**Exercise prompt:**
Search the records below for the string "Домбровського" and copy each line where it turns up.

[Task data — start]

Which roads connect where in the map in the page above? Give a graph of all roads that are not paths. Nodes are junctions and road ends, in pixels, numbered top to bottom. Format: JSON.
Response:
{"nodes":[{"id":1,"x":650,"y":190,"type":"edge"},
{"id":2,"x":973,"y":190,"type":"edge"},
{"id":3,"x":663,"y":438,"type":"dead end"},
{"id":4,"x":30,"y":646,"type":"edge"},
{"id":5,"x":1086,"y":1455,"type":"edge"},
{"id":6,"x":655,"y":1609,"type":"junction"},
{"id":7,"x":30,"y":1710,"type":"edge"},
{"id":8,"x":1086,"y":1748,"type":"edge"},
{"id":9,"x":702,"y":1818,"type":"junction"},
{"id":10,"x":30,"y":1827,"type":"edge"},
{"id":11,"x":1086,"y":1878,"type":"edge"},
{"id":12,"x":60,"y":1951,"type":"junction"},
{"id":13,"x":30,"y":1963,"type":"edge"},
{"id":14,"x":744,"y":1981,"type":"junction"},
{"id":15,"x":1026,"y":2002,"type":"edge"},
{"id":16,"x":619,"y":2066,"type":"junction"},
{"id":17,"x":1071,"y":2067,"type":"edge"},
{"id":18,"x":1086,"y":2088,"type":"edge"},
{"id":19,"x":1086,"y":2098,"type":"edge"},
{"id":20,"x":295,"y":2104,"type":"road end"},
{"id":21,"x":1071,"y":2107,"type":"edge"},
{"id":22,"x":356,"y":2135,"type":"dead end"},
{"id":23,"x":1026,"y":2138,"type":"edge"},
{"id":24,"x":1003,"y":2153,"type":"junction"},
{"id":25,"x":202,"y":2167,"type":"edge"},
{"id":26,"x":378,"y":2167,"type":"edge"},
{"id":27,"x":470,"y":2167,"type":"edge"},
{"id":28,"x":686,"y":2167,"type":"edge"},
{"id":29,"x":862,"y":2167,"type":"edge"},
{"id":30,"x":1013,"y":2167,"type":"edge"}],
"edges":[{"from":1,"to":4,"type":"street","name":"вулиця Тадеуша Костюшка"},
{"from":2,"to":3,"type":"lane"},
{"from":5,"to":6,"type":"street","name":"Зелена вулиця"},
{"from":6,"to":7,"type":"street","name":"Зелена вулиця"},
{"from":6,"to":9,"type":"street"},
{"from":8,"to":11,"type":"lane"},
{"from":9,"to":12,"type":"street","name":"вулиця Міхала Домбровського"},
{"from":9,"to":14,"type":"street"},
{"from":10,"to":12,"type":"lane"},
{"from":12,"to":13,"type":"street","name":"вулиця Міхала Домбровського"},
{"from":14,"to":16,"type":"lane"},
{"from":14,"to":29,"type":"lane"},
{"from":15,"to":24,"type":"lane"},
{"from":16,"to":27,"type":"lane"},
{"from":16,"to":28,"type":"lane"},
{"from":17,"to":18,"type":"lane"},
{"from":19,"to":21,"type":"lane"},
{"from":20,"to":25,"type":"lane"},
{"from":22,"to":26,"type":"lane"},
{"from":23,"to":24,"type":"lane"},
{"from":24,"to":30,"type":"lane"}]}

[Task data — finish]

**Solution for this problem:**
{"from":9,"to":12,"type":"street","name":"вулиця Міхала Домбровського"},
{"from":12,"to":13,"type":"street","name":"вулиця Міхала Домбровського"},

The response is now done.